WORK REQUIRED: The whole listing that follows should be printed again, unchanged.

DATASET EXCERPTS:
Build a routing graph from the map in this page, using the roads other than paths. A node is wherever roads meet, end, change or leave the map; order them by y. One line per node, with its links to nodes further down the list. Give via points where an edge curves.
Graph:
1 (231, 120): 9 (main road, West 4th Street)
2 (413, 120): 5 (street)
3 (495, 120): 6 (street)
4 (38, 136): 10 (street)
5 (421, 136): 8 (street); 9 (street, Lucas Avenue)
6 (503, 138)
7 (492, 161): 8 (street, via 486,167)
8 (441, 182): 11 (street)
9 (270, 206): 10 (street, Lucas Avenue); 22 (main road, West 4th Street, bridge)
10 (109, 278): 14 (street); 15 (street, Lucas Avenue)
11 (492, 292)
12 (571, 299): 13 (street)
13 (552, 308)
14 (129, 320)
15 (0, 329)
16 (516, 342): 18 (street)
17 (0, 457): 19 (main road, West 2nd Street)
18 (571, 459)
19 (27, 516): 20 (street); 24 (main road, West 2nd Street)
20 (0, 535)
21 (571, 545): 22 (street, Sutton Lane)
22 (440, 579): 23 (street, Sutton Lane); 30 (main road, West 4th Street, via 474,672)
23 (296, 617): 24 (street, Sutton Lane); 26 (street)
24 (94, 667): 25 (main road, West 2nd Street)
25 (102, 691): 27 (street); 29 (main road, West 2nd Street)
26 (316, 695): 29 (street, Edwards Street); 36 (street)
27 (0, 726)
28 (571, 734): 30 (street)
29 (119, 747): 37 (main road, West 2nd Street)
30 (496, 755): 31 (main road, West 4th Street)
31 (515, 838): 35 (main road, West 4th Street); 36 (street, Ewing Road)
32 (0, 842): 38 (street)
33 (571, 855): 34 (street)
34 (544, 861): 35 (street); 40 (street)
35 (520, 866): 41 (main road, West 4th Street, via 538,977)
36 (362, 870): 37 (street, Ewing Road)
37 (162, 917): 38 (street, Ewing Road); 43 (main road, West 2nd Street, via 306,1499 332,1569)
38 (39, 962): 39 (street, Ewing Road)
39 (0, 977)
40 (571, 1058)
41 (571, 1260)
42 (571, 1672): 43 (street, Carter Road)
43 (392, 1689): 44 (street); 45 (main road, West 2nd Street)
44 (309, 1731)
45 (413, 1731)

SOLUTION TO THE EXERCISE:
Build a routing graph from the map in this page, using the roads other than paths. A node is wherever roads meet, end, change or leave the map; order them by y. One line per node, with its links to nodes further down the list. Give via points where an edge curves.
Graph:
1 (231, 120): 9 (main road, West 4th Street)
2 (413, 120): 5 (street)
3 (495, 120): 6 (street)
4 (38, 136): 10 (street)
5 (421, 136): 8 (street); 9 (street, Lucas Avenue)
6 (503, 138)
7 (492, 161): 8 (street, via 486,167)
8 (441, 182): 11 (street)
9 (270, 206): 10 (street, Lucas Avenue); 22 (main road, West 4th Street, bridge)
10 (109, 278): 14 (street); 15 (street, Lucas Avenue)
11 (492, 292)
12 (571, 299): 13 (street)
13 (552, 308)
14 (129, 320)
15 (0, 329)
16 (516, 342): 18 (street)
17 (0, 457): 19 (main road, West 2nd Street)
18 (571, 459)
19 (27, 516): 20 (street); 24 (main road, West 2nd Street)
20 (0, 535)
21 (571, 545): 22 (street, Sutton Lane)
22 (440, 579): 23 (street, Sutton Lane); 30 (main road, West 4th Street, via 474,672)
23 (296, 617): 24 (street, Sutton Lane); 26 (street)
24 (94, 667): 25 (main road, West 2nd Street)
25 (102, 691): 27 (street); 29 (main road, West 2nd Street)
26 (316, 695): 29 (street, Edwards Street); 36 (street)
27 (0, 726)
28 (571, 734): 30 (street)
29 (119, 747): 37 (main road, West 2nd Street)
30 (496, 755): 31 (main road, West 4th Street)
31 (515, 838): 35 (main road, West 4th Street); 36 (street, Ewing Road)
32 (0, 842): 38 (street)
33 (571, 855): 34 (street)
34 (544, 861): 35 (street); 40 (street)
35 (520, 866): 41 (main road, West 4th Street, via 538,977)
36 (362, 870): 37 (street, Ewing Road)
37 (162, 917): 38 (street, Ewing Road); 43 (main road, West 2nd Street, via 306,1499 332,1569)
38 (39, 962): 39 (street, Ewing Road)
39 (0, 977)
40 (571, 1058)
41 (571, 1260)
42 (571, 1672): 43 (street, Carter Road)
43 (392, 1689): 44 (street); 45 (main road, West 2nd Street)
44 (309, 1731)
45 (413, 1731)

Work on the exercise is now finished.